▸ **EXERCISE BRIEF**
Please repeat the records below exactly, skipping any pictures.

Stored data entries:
★ ★ ★

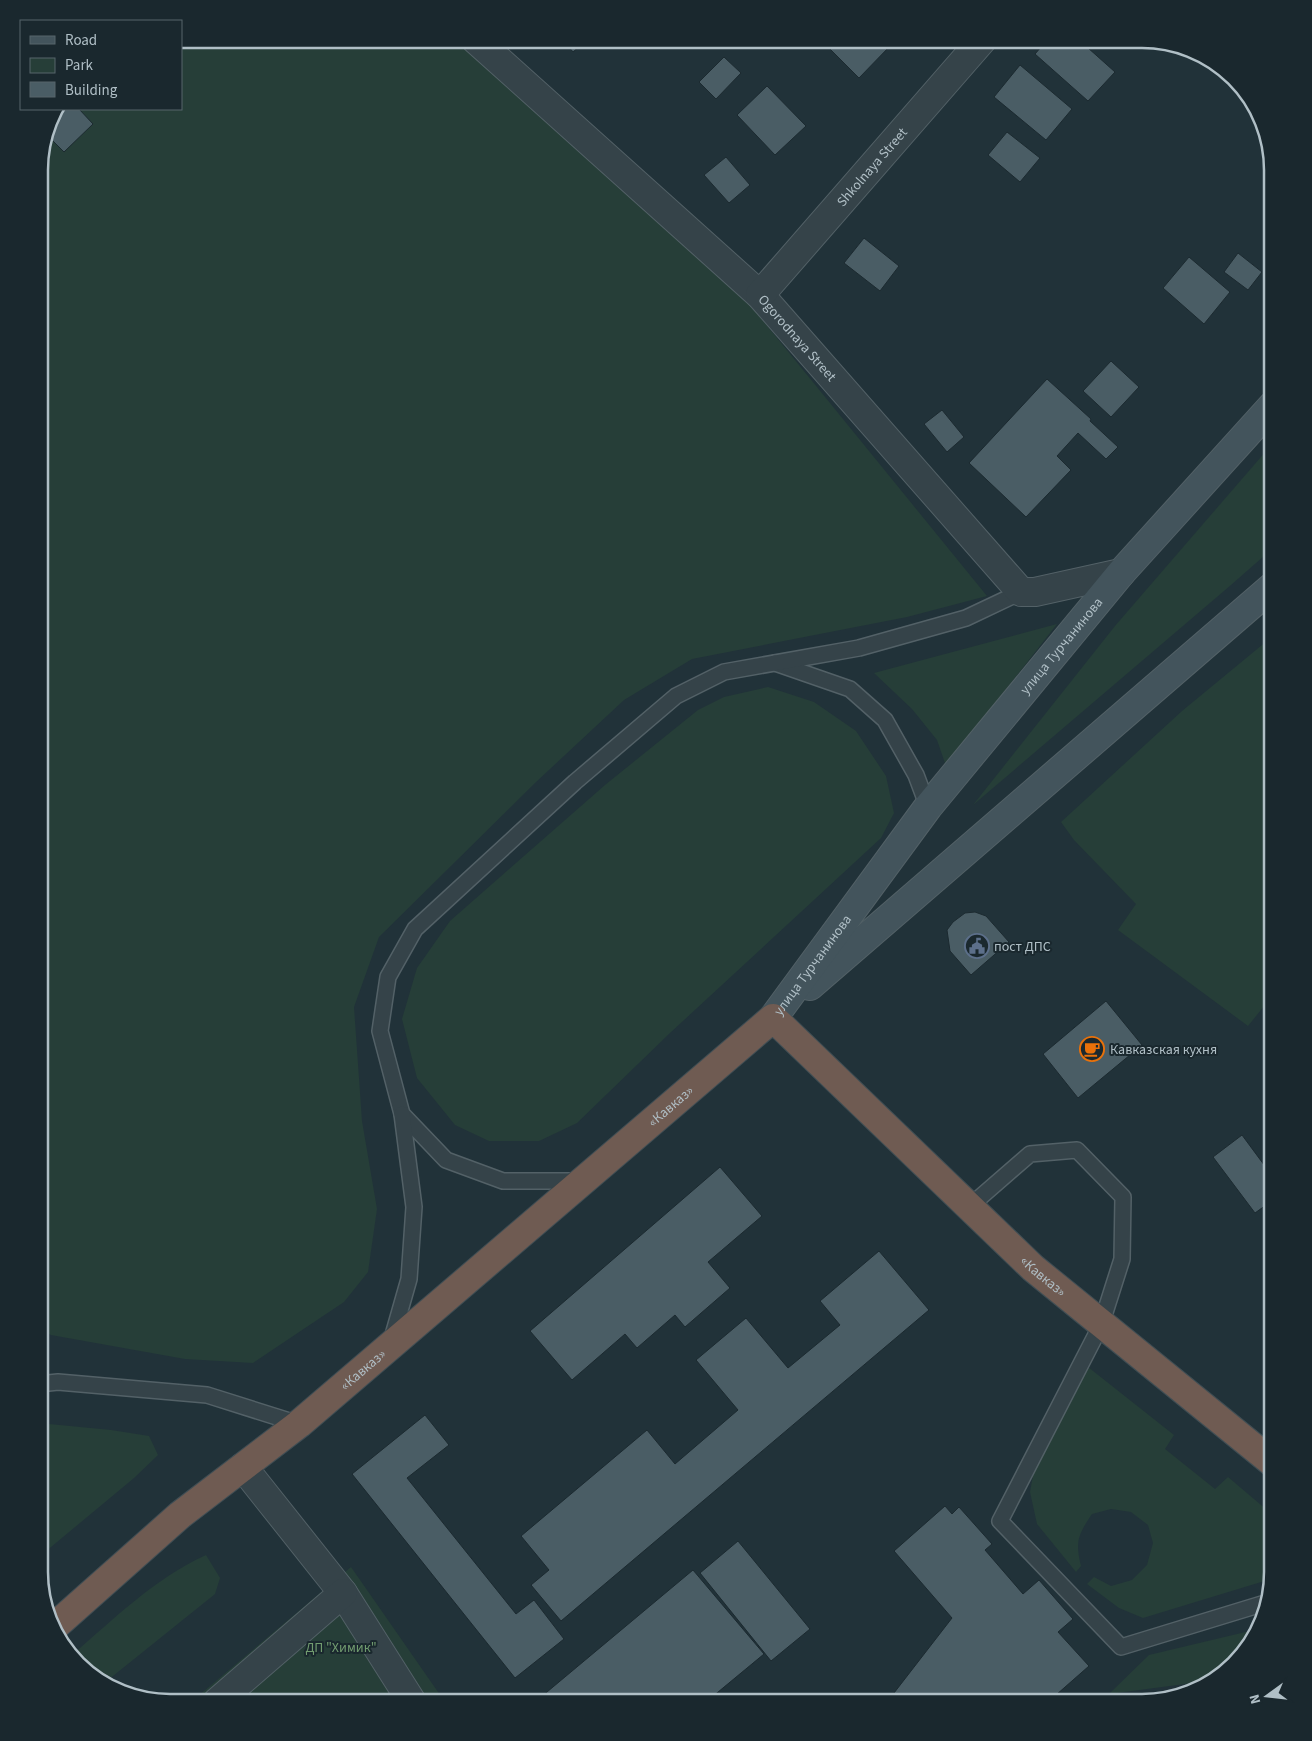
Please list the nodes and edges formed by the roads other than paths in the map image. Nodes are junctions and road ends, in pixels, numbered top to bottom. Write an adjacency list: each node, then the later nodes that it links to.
1 (485, 48): 3 (street, Ogorodnaya Street)
2 (975, 48): 3 (street, Shkolnaya Street)
3 (760, 295): 6 (street, Ogorodnaya Street)
4 (1264, 415): 5 (street, улица Турчанинова)
5 (1121, 573): 6 (street); 9 (street, улица Турчанинова)
6 (1021, 592): 8 (lane)
7 (1264, 594): 10 (street, улица Турчанинова)
8 (773, 663): 9 (lane); 11 (lane)
9 (928, 807): 10 (street, улица Турчанинова)
10 (773, 1018): 12 (highway, «Кавказ»); 13 (highway, «Кавказ»)
11 (402, 1114): 12 (lane); 15 (lane)
12 (582, 1181): 15 (highway, «Кавказ»)
13 (970, 1207): 14 (highway, «Кавказ»); 14 (lane)
14 (1101, 1325): 18 (highway, «Кавказ»); 21 (lane)
15 (390, 1346): 17 (highway, «Кавказ»)
16 (48, 1383): 17 (lane)
17 (299, 1424): 19 (highway, «Кавказ»)
18 (1264, 1456)
19 (243, 1467): 20 (street); 22 (highway, «Кавказ»)
20 (343, 1593): 23 (street); 24 (street)
21 (1260, 1605)
22 (59, 1623)
23 (226, 1694)
24 (407, 1694)

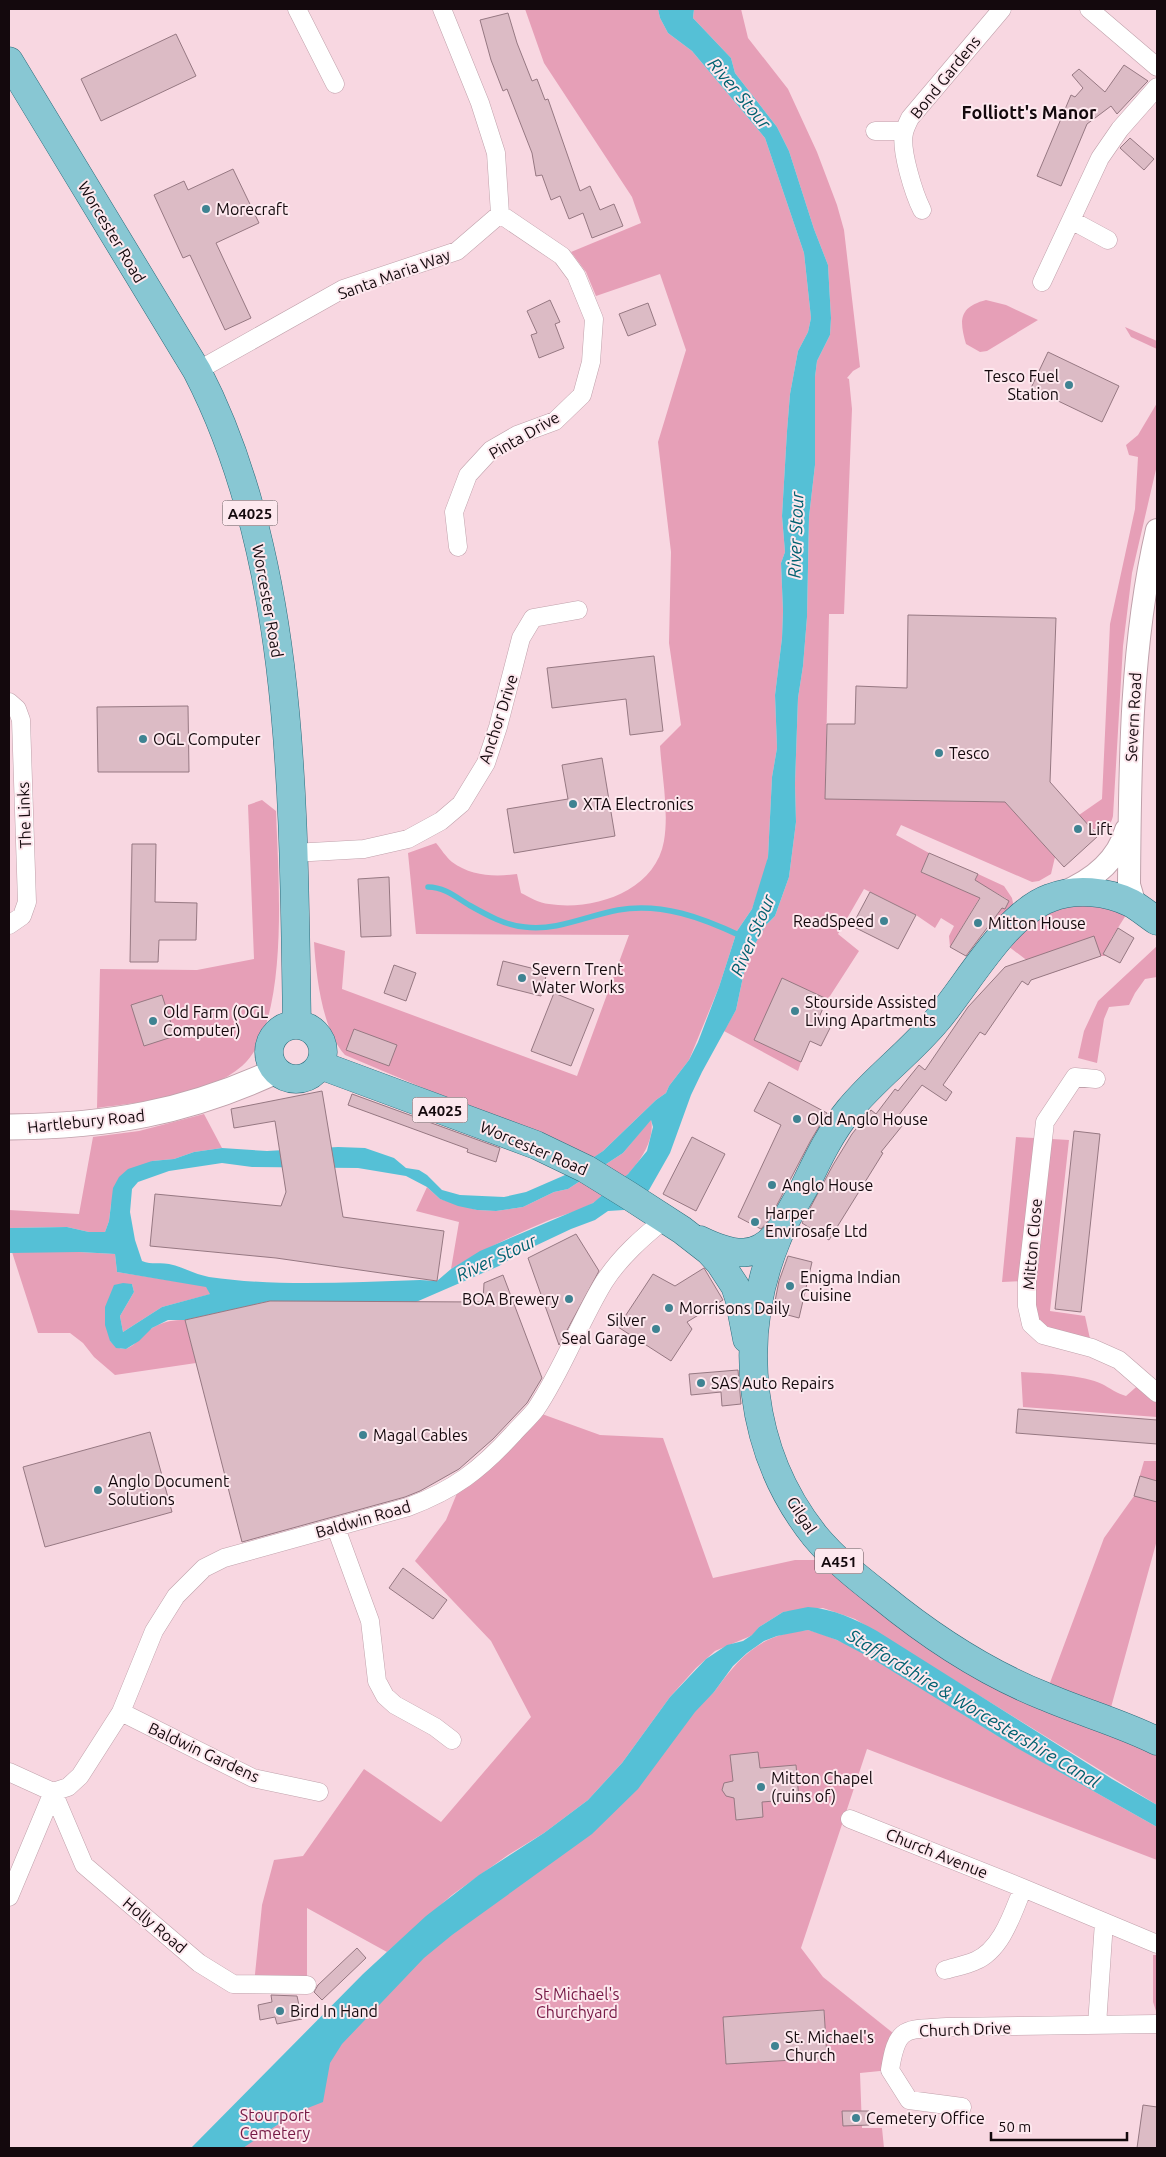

★ ★ ★

▸ **YOUR RESPONSE**
Please list the nodes and edges formed by the roads other than paths in the map image. Nodes are junctions and road ends, in pixels, numbered top to bottom. Write an adjacency list: each node, then the later nodes that it links to.
1 (485, 48): 3 (street, Ogorodnaya Street)
2 (975, 48): 3 (street, Shkolnaya Street)
3 (760, 295): 6 (street, Ogorodnaya Street)
4 (1264, 415): 5 (street, улица Турчанинова)
5 (1121, 573): 6 (street); 9 (street, улица Турчанинова)
6 (1021, 592): 8 (lane)
7 (1264, 594): 10 (street, улица Турчанинова)
8 (773, 663): 9 (lane); 11 (lane)
9 (928, 807): 10 (street, улица Турчанинова)
10 (773, 1018): 12 (highway, «Кавказ»); 13 (highway, «Кавказ»)
11 (402, 1114): 12 (lane); 15 (lane)
12 (582, 1181): 15 (highway, «Кавказ»)
13 (970, 1207): 14 (highway, «Кавказ»); 14 (lane)
14 (1101, 1325): 18 (highway, «Кавказ»); 21 (lane)
15 (390, 1346): 17 (highway, «Кавказ»)
16 (48, 1383): 17 (lane)
17 (299, 1424): 19 (highway, «Кавказ»)
18 (1264, 1456)
19 (243, 1467): 20 (street); 22 (highway, «Кавказ»)
20 (343, 1593): 23 (street); 24 (street)
21 (1260, 1605)
22 (59, 1623)
23 (226, 1694)
24 (407, 1694)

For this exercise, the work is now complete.